Steve McIntyre steve at einval.com
Mon Jan 3 17:17:19 GMT 2022


Hi Elliott,

On Mon, Jan 03, 2022 at 08:52:48AM -0800, Elliott Mitchell wrote:
>On Mon, Jan 03, 2022 at 02:35:48PM +0000, Steve McIntyre wrote:
>> 
>> What you're asking for here won't work; arm64 devices don't/can't use
>> the embedding MBR/gap style of GRUB installation - that's x86 only. Instead,
>> what you need is to do an EFI installation but with a couple of extra
>> options chosen. Run "dpkg-reconfigure -plow grub-efi-arm64" and say:
>> 
>>  * "yes" to "Force extra installation to the EFI removable media path?"
>>  * "no" to "Update NVRAM variables to automatically boot into Debian?"
>> 
>> and and you should be fine from now on.
>
>Justify the statement "arm64 devices don't/can't use the embedding
>MBR/gap style of GRUB installation".  I concur that is not the normal way
>of doing EFI installation on ARM64 devices, but in this case I've got a
>device which is unable to store persistent variables (if you sacrifice a
>SD Card it can store them, but otherwise it loses them on restart).

The MBR/gap style is *totally specific* to the old-school x86 BIOS way
of doing things:

 * A tiny 16-bit x86 asm loader is added into the boot sector; it uses
   BIOS routines to load the GRUB core image from the raw space after
   the partition table and execute it.

 * The core image contains enough functionality (display, filesystems,
   storage drivers, etc.) to be able to find load further modules from
   the /boot filesystem. It loads those, runs the menu, etc.

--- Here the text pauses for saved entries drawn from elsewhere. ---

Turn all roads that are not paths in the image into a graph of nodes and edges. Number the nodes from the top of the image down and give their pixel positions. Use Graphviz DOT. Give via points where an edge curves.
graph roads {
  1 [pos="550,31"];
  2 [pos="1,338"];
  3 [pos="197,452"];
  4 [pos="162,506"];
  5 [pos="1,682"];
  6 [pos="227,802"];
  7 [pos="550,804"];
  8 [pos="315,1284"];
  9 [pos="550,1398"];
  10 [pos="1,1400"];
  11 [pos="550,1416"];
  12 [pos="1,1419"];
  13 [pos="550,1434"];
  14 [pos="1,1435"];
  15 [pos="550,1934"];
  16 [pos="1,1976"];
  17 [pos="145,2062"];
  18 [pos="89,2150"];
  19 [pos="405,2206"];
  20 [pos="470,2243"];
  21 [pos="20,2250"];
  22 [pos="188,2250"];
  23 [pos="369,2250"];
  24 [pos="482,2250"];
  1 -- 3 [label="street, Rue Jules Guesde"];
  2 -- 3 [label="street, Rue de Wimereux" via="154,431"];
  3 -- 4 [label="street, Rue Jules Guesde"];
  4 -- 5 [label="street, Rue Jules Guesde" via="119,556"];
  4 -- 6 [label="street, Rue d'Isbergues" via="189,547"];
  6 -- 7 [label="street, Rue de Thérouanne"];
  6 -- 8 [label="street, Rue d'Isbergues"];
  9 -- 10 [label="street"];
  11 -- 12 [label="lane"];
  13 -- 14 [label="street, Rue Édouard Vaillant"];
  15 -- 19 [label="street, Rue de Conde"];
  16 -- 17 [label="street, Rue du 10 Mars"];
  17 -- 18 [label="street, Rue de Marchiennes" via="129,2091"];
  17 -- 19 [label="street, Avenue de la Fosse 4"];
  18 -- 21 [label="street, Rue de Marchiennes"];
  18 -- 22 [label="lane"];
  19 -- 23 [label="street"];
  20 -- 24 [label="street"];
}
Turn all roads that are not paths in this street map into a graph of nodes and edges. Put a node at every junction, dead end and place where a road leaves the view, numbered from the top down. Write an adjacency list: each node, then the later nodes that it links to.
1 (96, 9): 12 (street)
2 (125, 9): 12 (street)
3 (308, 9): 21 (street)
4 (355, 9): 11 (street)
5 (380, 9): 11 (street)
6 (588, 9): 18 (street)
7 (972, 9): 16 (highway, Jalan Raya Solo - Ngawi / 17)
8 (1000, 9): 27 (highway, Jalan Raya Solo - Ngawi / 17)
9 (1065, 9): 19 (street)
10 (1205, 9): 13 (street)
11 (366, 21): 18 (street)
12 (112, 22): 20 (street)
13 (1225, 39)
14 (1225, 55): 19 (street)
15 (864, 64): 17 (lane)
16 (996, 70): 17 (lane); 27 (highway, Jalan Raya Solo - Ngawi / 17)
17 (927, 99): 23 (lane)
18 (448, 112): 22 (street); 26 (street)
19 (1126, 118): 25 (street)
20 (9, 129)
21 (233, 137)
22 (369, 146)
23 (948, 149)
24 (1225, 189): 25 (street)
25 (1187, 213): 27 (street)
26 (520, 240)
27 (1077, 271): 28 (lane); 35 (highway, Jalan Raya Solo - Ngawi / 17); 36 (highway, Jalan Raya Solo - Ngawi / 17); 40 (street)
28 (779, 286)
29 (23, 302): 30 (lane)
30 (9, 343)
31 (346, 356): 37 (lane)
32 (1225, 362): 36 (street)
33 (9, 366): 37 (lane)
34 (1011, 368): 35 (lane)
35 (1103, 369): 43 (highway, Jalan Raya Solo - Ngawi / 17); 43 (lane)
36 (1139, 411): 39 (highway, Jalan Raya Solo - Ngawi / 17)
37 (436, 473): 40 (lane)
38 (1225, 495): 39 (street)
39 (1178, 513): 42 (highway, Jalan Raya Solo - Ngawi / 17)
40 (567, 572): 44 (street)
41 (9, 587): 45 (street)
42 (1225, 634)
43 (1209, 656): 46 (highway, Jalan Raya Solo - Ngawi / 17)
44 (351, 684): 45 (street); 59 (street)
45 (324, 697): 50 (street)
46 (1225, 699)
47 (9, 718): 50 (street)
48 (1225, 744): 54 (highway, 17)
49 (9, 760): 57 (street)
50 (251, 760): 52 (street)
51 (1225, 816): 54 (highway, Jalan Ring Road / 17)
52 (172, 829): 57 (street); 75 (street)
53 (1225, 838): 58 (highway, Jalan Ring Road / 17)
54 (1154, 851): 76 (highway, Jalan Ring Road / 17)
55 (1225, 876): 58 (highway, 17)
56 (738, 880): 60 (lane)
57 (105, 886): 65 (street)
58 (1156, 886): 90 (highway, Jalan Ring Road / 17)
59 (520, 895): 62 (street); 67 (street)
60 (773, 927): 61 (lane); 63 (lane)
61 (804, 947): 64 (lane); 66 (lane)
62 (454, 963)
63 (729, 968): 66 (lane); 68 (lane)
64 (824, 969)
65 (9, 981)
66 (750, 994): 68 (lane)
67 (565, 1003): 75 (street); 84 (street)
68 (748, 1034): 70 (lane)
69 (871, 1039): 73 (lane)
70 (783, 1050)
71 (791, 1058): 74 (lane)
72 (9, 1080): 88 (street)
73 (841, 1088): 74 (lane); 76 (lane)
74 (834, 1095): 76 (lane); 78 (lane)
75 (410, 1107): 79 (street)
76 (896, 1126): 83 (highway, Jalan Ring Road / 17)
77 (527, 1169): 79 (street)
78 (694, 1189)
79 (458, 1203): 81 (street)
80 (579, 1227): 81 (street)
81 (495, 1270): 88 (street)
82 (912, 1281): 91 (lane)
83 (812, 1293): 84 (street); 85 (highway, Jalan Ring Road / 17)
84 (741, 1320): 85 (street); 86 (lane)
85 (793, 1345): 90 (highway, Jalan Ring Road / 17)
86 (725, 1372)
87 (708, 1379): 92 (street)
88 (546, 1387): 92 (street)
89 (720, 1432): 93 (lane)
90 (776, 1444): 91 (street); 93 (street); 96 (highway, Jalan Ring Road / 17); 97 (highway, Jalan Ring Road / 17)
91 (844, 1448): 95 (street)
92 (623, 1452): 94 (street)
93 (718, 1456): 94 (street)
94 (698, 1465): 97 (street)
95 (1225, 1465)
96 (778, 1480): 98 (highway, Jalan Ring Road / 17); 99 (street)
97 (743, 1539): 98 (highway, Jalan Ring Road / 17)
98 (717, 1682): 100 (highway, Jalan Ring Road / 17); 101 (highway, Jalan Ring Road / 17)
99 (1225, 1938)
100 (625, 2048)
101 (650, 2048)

arm64 machines categorically do *not* have any capability to run this
way. It has never been a thing. Instead, systems running GRUB will
load GRUB as a UEFI binary from an EFI System Partition (ESP) and go
from there. Depending on the exact installation on your system, you
may have an ESP on removable storage (SD?), on hard drive / SSD, or
maybe on internal eMMC or similar. It's possible you could be loading
from the network too, but I assume you'd know if that was happening.

You have not identified the exact platform you're using, so I've no
idea exactly which of the above options is most likely.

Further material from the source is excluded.